Statement from the artist, Liyou Kebede:
My experience throughout this whole journey is not something I can comprehend in words. I was new to the country as well as working as a researcher.
I remember my first day of going on field research, it was all fear. Not because I was new to everything, but because I was too scared to face people who have been through a lot with memories they don’t even want to recall. Will I be digging deep into their scars, or will I be opening a wound that was already healed? Too many thoughts running through my head. As I started recording people’s stories, I knew it was going to be a fight between myself, a job that needs to be done, and my natural human sympathy. One thing I had learned as a researcher is to never let your emotions get mixed and make the judgment for you. But it was very hard. It was hard not being able to cry when they cry, to help when they ask, and to be there when they called. As a human, is it possible to shut down emotions? I just had to learn to suppress it. And I did.

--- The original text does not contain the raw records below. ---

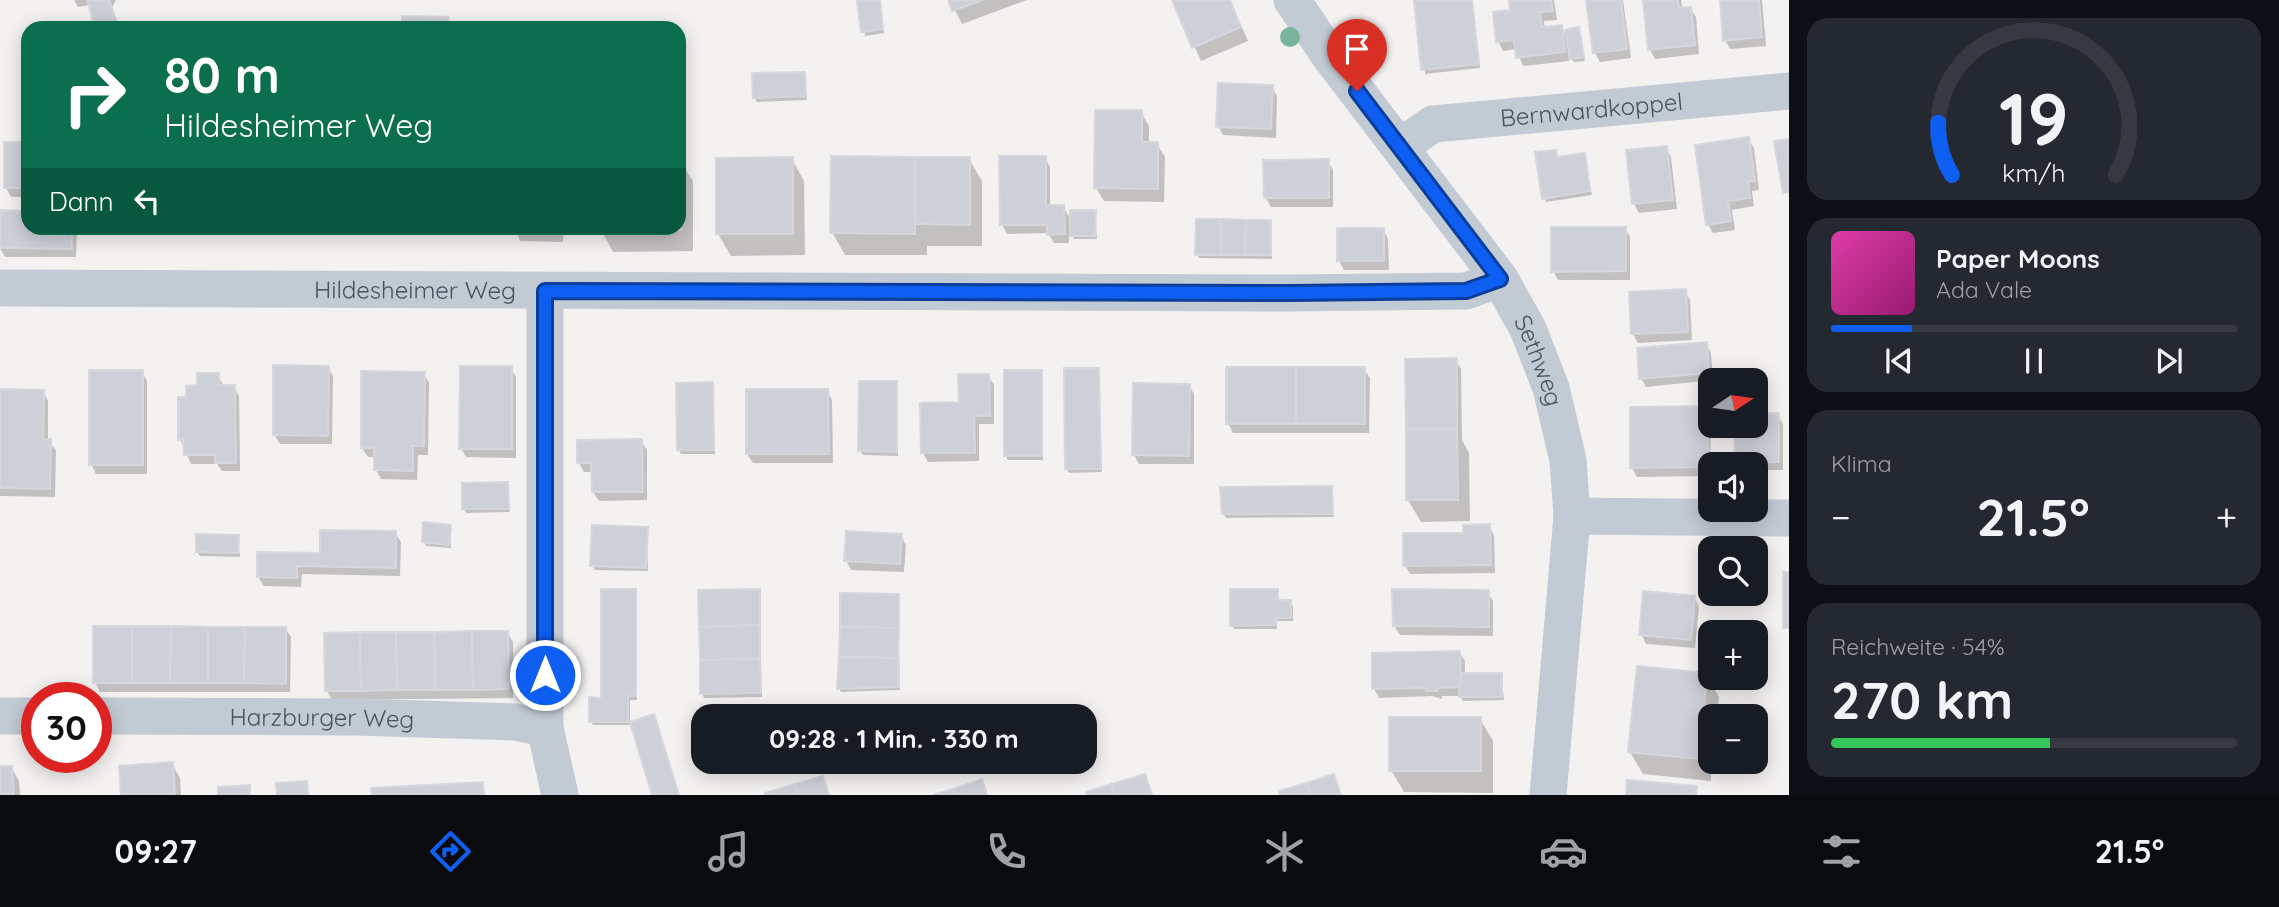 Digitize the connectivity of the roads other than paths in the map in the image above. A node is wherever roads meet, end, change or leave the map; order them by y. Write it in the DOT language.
graph roads {
  1 [pos="1292,0"];
  2 [pos="1789,90"];
  3 [pos="1401,146"];
  4 [pos="1500,279"];
  5 [pos="0,288"];
  6 [pos="545,291"];
  7 [pos="1572,516"];
  8 [pos="1789,518"];
  9 [pos="0,716"];
  10 [pos="21,716"];
  11 [pos="112,716"];
  12 [pos="545,727"];
  13 [pos="560,795"];
  14 [pos="1548,795"];
  1 -- 3 [label="street, Sethweg"];
  2 -- 3 [label="street, Bernwardkoppel"];
  3 -- 4 [label="street, Sethweg"];
  4 -- 6 [label="street, Hildesheimer Weg"];
  4 -- 7 [label="street, Sethweg"];
  5 -- 6 [label="street, Hildesheimer Weg"];
  6 -- 12 [label="street"];
  7 -- 8 [label="street"];
  7 -- 14 [label="street, Sethweg"];
  9 -- 10 [label="street"];
  11 -- 12 [label="street, Harzburger Weg"];
  12 -- 13 [label="street"];
}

But the best part of the whole journey was the fact that I was able to be a listener of their stories, the mediator of their problems, and the hope of their future in one way or the other. Most of them always tell me, even if I cannot help them directly, I have been breathing space for their problems bottled inside for years. It made me feel I did something to impact one’s life. And this research has made my respondents feel like there is someone out there interested to listen to their story. It was the best experience and one I would love to do again and again.
Liyou Kebede was born and raised in Addis Ababa, Ethiopia. After she completed high school, she joined EiABC (Ethiopian Institute of architecture and building construction). But since she had an interest in visual art, as soon as she completed her 2nd year, she joined the printmaking department at Alle School of fine arts and design. Her works mainly focus on human emotion. How emotions are being affected with the “make life easier” choices. She explores different materials to portray emotions. She is known for incorporating screen printing, and glue print technique on her big size scrolled canvases. And she uses different ways to present her works for people to engage with their emotions. She has been participating in group exhibitions since 2015. She is also a self-taught photographer and has held a group photography exhibition. She currently resides in Addis Ababa, Ethiopia.
The Journeys Project is a research project out of The Fletcher School at Tufts University that examines the financial journeys of migrants and refugees, to better understand the costs and the survival strategies as well as the approaches used to thrive in a new and unfamiliar home.
Each medium we use to share the questions, research, and findings of the Journeys Project gives you a unique perspective into the complex experiences of the migrants and refugees our researchers speak with. The Displacement Series is a dynamic story map that covers the full lifespan of the Journeys Project. Both Liyou Kebede and Anne Moses create artwork that gives us a new lens through which to see the stories of the migrants and refugees we have interviewed. Our maps help put into perspective the kind of distance some of the stories we’ve heard cover as migrants and refugees search for a more secure life for themselves and their families.